▶ **AIM OF THE TASK**:
Go through the data below and return each line where the string "name" occurs.
[MATERIAL SUPPLIED]
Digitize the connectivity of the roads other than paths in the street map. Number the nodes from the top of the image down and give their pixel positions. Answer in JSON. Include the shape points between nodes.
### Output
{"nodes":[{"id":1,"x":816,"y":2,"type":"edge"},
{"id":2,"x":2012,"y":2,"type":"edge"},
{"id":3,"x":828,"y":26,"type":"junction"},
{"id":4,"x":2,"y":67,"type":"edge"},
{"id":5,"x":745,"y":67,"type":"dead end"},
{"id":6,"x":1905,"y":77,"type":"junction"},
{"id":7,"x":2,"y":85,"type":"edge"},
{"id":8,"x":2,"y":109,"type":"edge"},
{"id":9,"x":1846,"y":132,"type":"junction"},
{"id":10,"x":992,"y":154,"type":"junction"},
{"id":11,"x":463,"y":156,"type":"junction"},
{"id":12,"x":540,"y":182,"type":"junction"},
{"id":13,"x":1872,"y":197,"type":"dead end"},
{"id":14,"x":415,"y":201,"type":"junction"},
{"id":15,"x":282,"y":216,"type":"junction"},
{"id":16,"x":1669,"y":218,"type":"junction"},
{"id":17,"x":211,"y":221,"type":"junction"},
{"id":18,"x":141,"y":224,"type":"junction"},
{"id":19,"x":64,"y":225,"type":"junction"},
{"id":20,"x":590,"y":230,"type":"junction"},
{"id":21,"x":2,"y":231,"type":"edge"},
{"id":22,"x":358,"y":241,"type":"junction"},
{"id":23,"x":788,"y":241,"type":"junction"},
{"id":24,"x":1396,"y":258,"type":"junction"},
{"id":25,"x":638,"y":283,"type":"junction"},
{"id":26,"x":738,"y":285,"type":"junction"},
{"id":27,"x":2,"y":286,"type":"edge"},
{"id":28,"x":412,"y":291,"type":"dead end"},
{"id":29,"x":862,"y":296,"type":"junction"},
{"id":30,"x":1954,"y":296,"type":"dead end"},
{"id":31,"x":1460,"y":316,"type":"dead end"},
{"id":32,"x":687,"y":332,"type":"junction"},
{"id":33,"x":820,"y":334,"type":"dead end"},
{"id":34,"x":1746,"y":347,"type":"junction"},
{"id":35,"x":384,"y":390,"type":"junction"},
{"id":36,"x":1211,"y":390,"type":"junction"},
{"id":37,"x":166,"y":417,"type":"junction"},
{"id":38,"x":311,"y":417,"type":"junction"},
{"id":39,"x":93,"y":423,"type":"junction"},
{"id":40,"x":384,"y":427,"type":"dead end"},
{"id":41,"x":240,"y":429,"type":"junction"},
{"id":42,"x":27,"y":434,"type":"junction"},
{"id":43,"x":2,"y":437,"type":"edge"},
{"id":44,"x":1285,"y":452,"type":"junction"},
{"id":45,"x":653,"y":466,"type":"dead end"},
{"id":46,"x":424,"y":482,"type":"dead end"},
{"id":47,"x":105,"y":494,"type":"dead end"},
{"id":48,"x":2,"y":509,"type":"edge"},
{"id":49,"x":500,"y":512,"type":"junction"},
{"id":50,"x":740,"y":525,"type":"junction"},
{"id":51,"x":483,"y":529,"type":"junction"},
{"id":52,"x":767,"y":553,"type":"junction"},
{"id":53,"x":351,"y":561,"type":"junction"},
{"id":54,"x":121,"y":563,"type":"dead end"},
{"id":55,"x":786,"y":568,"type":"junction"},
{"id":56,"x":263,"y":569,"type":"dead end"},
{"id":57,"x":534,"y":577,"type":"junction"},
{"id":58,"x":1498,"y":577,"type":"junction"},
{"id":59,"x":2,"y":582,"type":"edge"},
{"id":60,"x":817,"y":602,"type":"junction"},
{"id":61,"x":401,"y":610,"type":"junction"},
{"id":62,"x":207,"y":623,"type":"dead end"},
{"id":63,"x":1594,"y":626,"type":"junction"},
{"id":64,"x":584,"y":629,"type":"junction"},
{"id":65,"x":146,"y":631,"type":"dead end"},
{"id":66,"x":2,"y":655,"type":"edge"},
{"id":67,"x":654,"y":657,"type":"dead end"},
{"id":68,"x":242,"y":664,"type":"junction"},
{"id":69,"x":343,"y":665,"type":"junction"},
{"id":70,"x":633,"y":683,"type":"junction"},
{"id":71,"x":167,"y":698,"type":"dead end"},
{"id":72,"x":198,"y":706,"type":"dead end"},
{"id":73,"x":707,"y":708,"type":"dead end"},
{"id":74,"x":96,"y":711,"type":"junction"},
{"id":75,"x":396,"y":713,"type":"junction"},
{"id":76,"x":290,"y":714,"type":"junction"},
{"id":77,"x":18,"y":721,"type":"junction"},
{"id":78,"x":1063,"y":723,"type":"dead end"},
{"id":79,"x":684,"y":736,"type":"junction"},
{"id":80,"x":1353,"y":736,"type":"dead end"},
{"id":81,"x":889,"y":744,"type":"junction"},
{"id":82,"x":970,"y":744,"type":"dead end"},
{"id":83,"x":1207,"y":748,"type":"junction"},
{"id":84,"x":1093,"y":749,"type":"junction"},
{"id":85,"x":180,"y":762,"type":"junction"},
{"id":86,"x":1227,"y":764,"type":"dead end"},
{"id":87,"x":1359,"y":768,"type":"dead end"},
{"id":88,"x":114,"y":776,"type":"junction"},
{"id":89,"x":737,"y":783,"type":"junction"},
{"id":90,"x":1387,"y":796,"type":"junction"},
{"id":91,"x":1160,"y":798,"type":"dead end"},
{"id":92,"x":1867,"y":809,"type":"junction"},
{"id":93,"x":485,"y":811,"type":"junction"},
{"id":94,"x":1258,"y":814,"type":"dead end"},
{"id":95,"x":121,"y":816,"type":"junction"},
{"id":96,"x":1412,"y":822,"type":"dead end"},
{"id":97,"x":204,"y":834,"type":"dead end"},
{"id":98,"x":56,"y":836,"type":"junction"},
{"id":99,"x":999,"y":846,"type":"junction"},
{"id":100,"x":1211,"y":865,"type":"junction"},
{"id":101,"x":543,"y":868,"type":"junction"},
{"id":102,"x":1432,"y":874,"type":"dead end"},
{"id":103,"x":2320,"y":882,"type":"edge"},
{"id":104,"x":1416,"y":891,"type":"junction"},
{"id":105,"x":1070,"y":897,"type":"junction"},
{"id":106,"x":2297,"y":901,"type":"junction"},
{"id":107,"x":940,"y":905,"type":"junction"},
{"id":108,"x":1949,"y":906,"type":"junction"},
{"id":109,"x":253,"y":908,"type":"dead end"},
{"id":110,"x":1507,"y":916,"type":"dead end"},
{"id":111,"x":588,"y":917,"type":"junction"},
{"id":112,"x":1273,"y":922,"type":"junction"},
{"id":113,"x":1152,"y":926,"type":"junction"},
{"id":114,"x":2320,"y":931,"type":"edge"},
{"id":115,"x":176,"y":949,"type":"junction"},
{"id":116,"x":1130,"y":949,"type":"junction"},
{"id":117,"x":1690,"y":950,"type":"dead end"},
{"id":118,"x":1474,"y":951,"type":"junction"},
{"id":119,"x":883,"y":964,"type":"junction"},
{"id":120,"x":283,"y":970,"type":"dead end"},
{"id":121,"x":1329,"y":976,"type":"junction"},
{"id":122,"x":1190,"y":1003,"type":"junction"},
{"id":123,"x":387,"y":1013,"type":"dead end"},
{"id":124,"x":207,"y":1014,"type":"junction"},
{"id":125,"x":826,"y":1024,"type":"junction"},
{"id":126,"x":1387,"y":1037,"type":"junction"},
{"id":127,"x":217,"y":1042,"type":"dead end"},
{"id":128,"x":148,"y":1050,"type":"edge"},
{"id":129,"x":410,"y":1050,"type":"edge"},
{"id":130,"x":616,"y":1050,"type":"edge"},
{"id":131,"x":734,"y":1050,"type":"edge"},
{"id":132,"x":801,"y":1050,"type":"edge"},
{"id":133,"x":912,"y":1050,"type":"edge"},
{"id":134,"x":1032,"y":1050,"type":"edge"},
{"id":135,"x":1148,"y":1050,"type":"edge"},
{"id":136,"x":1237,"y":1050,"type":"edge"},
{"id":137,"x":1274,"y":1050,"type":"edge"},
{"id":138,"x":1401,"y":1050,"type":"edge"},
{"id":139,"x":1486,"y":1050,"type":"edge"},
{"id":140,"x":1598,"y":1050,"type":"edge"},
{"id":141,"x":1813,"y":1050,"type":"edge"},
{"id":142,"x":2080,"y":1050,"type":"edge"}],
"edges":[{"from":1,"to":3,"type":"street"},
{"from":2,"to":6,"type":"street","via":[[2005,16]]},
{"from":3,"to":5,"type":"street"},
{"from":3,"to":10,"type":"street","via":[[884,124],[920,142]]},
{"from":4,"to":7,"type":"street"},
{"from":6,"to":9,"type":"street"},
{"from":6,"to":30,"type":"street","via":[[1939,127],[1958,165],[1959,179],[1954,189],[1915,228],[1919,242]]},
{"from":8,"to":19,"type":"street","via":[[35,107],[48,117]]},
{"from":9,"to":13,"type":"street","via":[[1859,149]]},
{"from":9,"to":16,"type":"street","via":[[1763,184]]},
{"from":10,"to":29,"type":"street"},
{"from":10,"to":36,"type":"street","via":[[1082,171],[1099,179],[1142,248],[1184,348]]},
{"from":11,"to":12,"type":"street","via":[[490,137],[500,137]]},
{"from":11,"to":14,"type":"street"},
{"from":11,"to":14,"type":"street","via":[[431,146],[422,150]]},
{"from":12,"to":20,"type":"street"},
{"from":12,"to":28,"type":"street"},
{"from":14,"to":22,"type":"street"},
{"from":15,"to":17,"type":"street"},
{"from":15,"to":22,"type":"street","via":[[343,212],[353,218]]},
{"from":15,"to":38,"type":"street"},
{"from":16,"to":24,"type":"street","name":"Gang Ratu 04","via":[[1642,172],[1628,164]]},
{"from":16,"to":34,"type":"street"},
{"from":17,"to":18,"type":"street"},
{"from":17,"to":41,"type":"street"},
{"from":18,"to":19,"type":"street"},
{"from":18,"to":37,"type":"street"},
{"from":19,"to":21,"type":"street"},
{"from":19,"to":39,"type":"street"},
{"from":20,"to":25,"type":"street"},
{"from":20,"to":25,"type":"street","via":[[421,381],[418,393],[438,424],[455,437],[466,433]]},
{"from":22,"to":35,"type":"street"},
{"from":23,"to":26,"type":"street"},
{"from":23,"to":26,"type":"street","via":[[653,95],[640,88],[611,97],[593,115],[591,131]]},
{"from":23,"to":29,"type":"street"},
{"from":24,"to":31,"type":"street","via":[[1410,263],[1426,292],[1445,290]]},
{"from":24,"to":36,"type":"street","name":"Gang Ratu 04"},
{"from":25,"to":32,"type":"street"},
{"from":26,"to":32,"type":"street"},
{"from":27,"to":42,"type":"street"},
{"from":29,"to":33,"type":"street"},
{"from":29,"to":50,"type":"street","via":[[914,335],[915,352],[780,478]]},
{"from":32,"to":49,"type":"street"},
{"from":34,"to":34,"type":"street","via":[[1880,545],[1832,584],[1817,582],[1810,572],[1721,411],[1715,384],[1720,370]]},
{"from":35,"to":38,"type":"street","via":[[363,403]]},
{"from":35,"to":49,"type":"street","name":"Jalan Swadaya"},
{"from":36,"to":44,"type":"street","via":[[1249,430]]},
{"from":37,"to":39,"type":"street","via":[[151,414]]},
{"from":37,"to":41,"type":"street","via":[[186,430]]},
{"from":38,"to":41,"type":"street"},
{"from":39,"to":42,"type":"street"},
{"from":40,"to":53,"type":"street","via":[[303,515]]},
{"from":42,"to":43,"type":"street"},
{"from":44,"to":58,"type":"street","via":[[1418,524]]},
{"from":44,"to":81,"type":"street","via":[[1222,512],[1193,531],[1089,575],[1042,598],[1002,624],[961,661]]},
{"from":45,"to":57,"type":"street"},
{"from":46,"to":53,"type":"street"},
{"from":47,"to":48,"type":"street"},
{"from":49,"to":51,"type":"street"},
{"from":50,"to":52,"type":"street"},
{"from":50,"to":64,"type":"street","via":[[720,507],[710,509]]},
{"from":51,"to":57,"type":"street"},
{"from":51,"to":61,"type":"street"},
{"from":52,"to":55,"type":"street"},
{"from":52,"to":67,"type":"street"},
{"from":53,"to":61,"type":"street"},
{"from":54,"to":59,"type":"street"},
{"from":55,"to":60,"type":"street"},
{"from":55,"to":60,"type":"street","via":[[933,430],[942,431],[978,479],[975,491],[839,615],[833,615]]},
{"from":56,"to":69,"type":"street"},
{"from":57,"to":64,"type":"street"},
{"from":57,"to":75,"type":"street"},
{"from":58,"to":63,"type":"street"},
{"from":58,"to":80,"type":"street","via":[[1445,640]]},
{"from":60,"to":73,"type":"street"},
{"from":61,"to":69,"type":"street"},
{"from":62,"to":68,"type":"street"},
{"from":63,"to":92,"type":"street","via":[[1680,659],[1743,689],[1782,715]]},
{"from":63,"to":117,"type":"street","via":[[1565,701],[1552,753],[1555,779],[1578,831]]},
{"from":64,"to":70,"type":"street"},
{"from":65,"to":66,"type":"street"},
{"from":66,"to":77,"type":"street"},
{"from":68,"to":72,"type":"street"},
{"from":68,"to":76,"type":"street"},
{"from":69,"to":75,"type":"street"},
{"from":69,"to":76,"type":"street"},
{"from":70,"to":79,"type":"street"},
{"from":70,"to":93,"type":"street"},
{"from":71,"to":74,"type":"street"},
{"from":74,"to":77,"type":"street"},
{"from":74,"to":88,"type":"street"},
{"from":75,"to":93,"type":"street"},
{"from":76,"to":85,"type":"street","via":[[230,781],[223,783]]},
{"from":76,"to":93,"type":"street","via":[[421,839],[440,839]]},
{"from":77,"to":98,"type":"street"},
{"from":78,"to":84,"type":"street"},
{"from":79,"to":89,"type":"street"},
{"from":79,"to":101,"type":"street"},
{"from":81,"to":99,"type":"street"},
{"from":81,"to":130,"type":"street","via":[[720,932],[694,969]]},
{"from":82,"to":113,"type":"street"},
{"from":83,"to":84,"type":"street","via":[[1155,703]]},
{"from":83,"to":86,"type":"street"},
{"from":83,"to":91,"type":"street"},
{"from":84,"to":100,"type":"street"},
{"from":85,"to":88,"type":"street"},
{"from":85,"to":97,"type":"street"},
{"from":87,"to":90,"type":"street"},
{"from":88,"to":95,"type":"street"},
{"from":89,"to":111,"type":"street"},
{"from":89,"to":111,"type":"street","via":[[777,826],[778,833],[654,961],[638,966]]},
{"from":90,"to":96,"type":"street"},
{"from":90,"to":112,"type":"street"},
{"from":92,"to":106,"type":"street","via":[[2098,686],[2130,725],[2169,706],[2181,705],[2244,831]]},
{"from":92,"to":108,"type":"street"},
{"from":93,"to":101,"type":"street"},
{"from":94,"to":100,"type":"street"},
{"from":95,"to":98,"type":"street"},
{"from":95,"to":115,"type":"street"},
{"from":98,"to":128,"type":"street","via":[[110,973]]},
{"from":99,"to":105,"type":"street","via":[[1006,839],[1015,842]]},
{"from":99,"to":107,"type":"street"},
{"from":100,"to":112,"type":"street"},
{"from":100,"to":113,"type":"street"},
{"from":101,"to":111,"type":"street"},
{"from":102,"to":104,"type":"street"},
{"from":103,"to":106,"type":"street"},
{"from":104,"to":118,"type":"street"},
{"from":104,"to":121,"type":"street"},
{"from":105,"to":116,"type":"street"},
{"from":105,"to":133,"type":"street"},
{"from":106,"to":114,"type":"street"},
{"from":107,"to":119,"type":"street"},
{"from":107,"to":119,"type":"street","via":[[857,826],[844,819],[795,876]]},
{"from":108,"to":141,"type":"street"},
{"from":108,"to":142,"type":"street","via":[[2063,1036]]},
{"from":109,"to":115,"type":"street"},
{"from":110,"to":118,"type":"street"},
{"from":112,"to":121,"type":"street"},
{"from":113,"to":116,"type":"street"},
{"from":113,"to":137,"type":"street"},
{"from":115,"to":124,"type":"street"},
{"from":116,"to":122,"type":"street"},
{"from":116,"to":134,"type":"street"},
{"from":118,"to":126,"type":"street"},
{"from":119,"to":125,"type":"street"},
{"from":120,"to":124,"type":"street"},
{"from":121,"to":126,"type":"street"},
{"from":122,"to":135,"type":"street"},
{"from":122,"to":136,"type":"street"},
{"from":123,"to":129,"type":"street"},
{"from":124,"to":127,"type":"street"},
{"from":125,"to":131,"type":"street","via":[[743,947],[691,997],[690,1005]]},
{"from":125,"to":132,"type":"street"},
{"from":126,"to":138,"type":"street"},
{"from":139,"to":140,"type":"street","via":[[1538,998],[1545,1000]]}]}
[/MATERIAL SUPPLIED]
▶ **OUTPUT OF THE EXERCISE**:
{"from":16,"to":24,"type":"street","name":"Gang Ratu 04","via":[[1642,172],[1628,164]]},
{"from":24,"to":36,"type":"street","name":"Gang Ratu 04"},
{"from":35,"to":49,"type":"street","name":"Jalan Swadaya"},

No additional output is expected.